Try it —
Return every line of the records that includes the string "Teixeira".

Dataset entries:

# # # # #

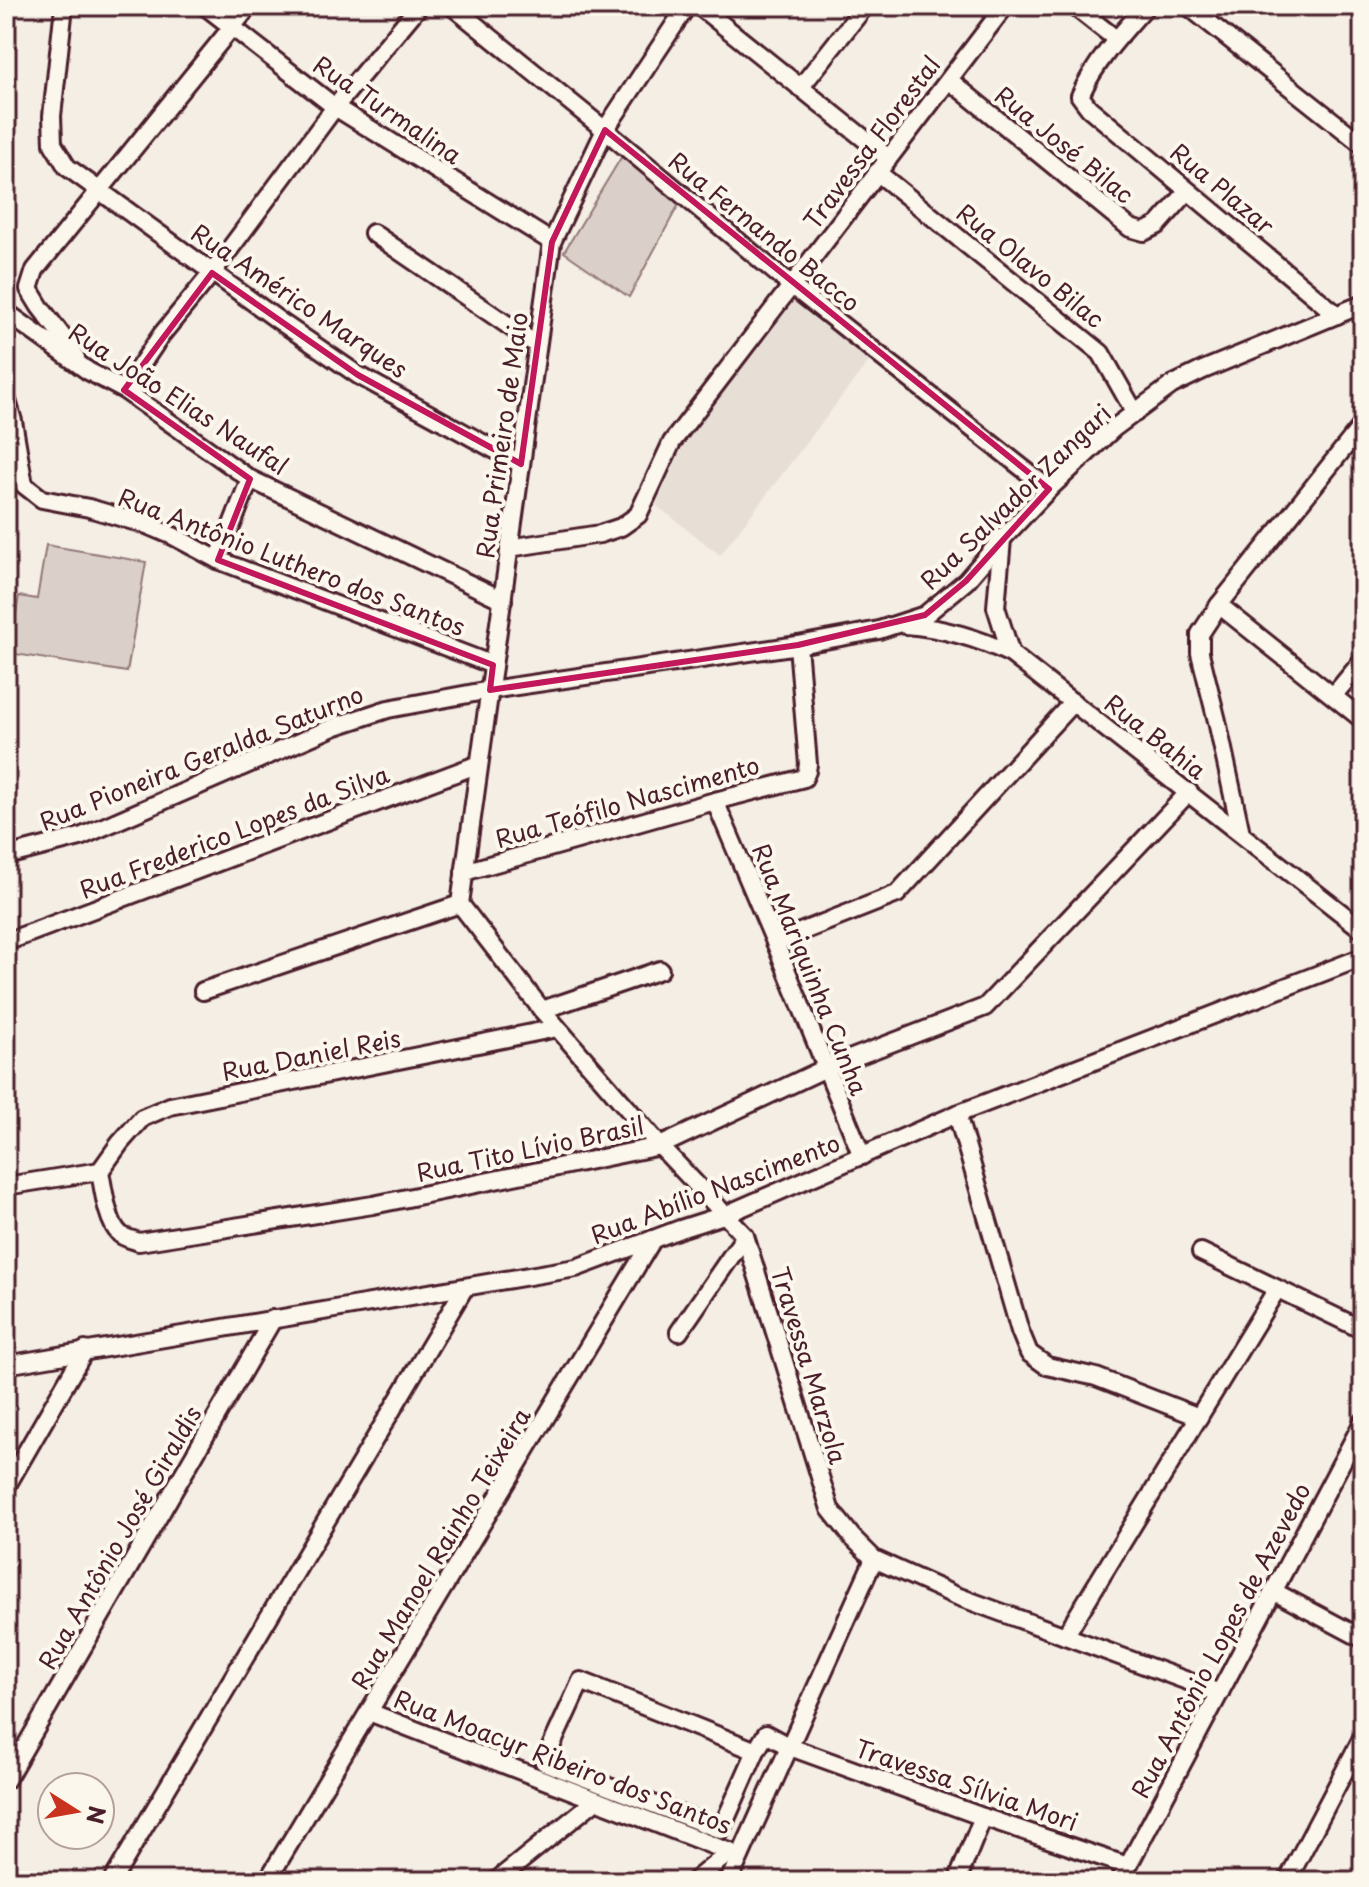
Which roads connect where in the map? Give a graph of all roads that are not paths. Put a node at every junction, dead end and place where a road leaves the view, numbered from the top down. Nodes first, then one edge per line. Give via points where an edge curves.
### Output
1 (64, 6) edge
2 (205, 6) edge
3 (249, 6) edge
4 (419, 6) edge
5 (452, 6) edge
6 (687, 6) edge
7 (699, 6) edge
8 (865, 6) edge
9 (1005, 6) edge
10 (1074, 6) edge
11 (1146, 6) edge
12 (1188, 6) edge
13 (231, 26) junction
14 (1116, 39) junction
15 (949, 80) junction
16 (800, 88) junction
17 (335, 107) junction
18 (605, 130) junction
19 (1363, 145) edge
20 (887, 157) junction
21 (877, 172) junction
22 (101, 189) junction
23 (1188, 191) junction
24 (373, 233) dead end
25 (552, 242) junction
26 (212, 273) junction
27 (792, 286) junction
28 (1363, 304) edge
29 (6, 312) edge
30 (1337, 315) junction
31 (537, 345) junction
32 (88, 371) junction
33 (124, 390) junction
34 (6, 397) edge
35 (1135, 413) junction
36 (1363, 424) edge
37 (521, 464) junction
38 (250, 479) junction
39 (1049, 489) junction
40 (1002, 539) junction
41 (509, 548) junction
42 (218, 560) junction
43 (503, 600) junction
44 (1219, 605) junction
45 (897, 625) junction
46 (798, 645) junction
47 (1011, 654) junction
48 (1363, 660) edge
49 (493, 665) junction
50 (490, 690) junction
51 (1334, 695) junction
52 (1073, 702) junction
53 (1363, 720) edge
54 (479, 764) junction
55 (1189, 792) junction
56 (715, 801) junction
57 (1241, 833) junction
58 (6, 854) edge
59 (464, 872) junction
60 (460, 904) junction
61 (1363, 930) edge
62 (6, 942) edge
63 (775, 942) junction
64 (1363, 957) edge
65 (660, 970) dead end
66 (203, 991) dead end
67 (542, 1010) junction
68 (557, 1028) junction
69 (826, 1068) junction
70 (957, 1114) junction
71 (660, 1146) junction
72 (862, 1156) junction
73 (100, 1171) junction
74 (6, 1186) edge
75 (727, 1214) junction
76 (745, 1236) junction
77 (653, 1239) junction
78 (1201, 1252) dead end
79 (465, 1287) junction
80 (1277, 1289) junction
81 (273, 1319) junction
82 (1363, 1330) edge
83 (679, 1332) dead end
84 (85, 1350) junction
85 (6, 1365) edge
86 (1199, 1417) junction
87 (1363, 1422) edge
88 (6, 1487) edge
89 (874, 1559) junction
90 (1273, 1591) junction
91 (1065, 1636) junction
92 (1363, 1639) edge
93 (1220, 1693) junction
94 (369, 1712) junction
95 (1363, 1736) edge
96 (790, 1747) junction
97 (756, 1751) junction
98 (6, 1780) edge
99 (596, 1800) junction
100 (983, 1817) junction
101 (735, 1854) junction
102 (1124, 1873) edge
103 (112, 1881) edge
104 (267, 1881) edge
105 (496, 1881) edge
106 (694, 1881) edge
107 (729, 1881) edge
108 (957, 1881) edge
109 (1287, 1881) edge

1 - 22 street, Rua Américo Marques via 53,144 67,167
2 - 13 street, Rua Turmalina
3 - 13 street
4 - 17 street
5 - 18 street, Rua Fernando Bacco
6 - 18 street, Rua Primeiro de Maio
7 - 16 street
8 - 16 street
9 - 15 street, Travessa Florestal
10 - 14 street
11 - 14 street
12 - 19 street
13 - 17 street, Rua Turmalina
13 - 22 street
14 - 23 street, Rua Plazar via 1080,96
15 - 20 street, Travessa Florestal
15 - 23 street, Rua José Bilac via 1130,228 1144,232 1158,225
16 - 20 street
17 - 25 street, Rua Turmalina
17 - 26 street
18 - 25 street, Rua Primeiro de Maio
18 - 27 street, Rua Fernando Bacco
20 - 21 street, Travessa Florestal
21 - 27 street, Travessa Florestal
21 - 35 street, Rua Olavo Bilac via 1101,353
22 - 26 street, Rua Américo Marques
22 - 32 street via 35,270 29,289
23 - 30 street, Rua Plazar
24 - 31 street
25 - 31 street, Rua Primeiro de Maio
26 - 33 street
26 - 37 street, Rua Américo Marques via 358,375
27 - 39 street, Rua Fernando Bacco
27 - 41 street, Travessa Florestal via 672,442 638,515 600,534
28 - 30 street, Rua Salvador Zangari
29 - 32 street, Rua João Elias Naufal
30 - 35 street, Rua Salvador Zangari via 1172,385
31 - 37 street, Rua Primeiro de Maio
32 - 33 street, Rua João Elias Naufal
33 - 38 street, Rua João Elias Naufal
34 - 42 street, Rua Antônio Luthero dos Santos via 24,485 42,499 147,525
35 - 39 street, Rua Salvador Zangari
36 - 44 street
37 - 41 street, Rua Primeiro de Maio
38 - 42 street
38 - 43 street, Rua João Elias Naufal
39 - 40 street, Rua Salvador Zangari
40 - 45 street, Rua Salvador Zangari via 936,606
40 - 47 street via 996,607
41 - 43 street, Rua Primeiro de Maio
42 - 49 street, Rua Antônio Luthero dos Santos
43 - 49 street, Rua Primeiro de Maio
44 - 51 street
44 - 57 street via 1200,634 1200,653
45 - 46 street, Rua Salvador Zangari
45 - 47 street, Rua Bahia via 961,633
46 - 50 street, Rua Salvador Zangari
46 - 56 street, Rua Teófilo Nascimento via 808,764 804,778
47 - 52 street, Rua Bahia
48 - 51 street
49 - 50 street, Rua Primeiro de Maio
50 - 54 street, Rua Primeiro de Maio
50 - 58 street, Rua Pioneira Geralda Saturno via 388,709 336,726 80,837
51 - 53 street
52 - 55 street, Rua Bahia
52 - 63 street via 897,894
54 - 59 street, Rua Primeiro de Maio
54 - 62 street, Rua Frederico Lopes da Silva
55 - 57 street, Rua Bahia
55 - 69 street, Rua Tito Lívio Brasil via 985,1007
56 - 59 street, Rua Teófilo Nascimento
56 - 63 street, Rua Mariquinha Cunha
57 - 61 street, Rua Bahia
59 - 60 street, Rua Primeiro de Maio
60 - 66 street
60 - 67 street, Travessa Marzola
63 - 69 street, Rua Mariquinha Cunha
64 - 70 street, Rua Abílio Nascimento
65 - 67 street
67 - 68 street, Travessa Marzola
68 - 71 street, Travessa Marzola
68 - 73 street, Rua Daniel Reis via 170,1106 142,1118
69 - 71 street, Rua Tito Lívio Brasil
69 - 72 street, Rua Mariquinha Cunha
70 - 72 street, Rua Abílio Nascimento
70 - 86 street via 1029,1353 1047,1366 1096,1377
71 - 73 street, Rua Tito Lívio Brasil via 373,1205 139,1242 120,1234
71 - 75 street, Travessa Marzola
72 - 75 street, Rua Abílio Nascimento
73 - 74 street
75 - 76 street, Travessa Marzola
75 - 77 street, Rua Abílio Nascimento
76 - 83 street
76 - 89 street, Travessa Marzola via 830,1509
77 - 79 street, Rua Abílio Nascimento via 576,1268
77 - 94 street, Rua Manoel Rainho Teixeira
78 - 80 street
79 - 81 street, Rua Abílio Nascimento
79 - 103 street
80 - 82 street
80 - 86 street
81 - 84 street, Rua Abílio Nascimento
81 - 98 street, Rua Antônio José Giraldis
84 - 85 street, Rua Abílio Nascimento
84 - 88 street
86 - 91 street
87 - 90 street, Rua Antônio Lopes de Azevedo
89 - 91 street, Travessa Marzola
89 - 96 street
90 - 92 street
90 - 93 street, Rua Antônio Lopes de Azevedo
91 - 93 street, Travessa Marzola
93 - 102 street, Rua Antônio Lopes de Azevedo
94 - 99 street, Rua Moacyr Ribeiro dos Santos
94 - 104 street, Rua Manoel Rainho Teixeira
95 - 109 street
96 - 97 street, Travessa Sílvia Mori via 766,1734
96 - 100 street, Travessa Sílvia Mori
96 - 101 street
97 - 97 street via 721,1830 544,1762 581,1681
99 - 101 street, Rua Moacyr Ribeiro dos Santos
99 - 105 street
100 - 102 street, Travessa Sílvia Mori
100 - 108 street
101 - 106 street
101 - 107 street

# # # # #

Result of the task —
77 - 94 street, Rua Manoel Rainho Teixeira
94 - 104 street, Rua Manoel Rainho Teixeira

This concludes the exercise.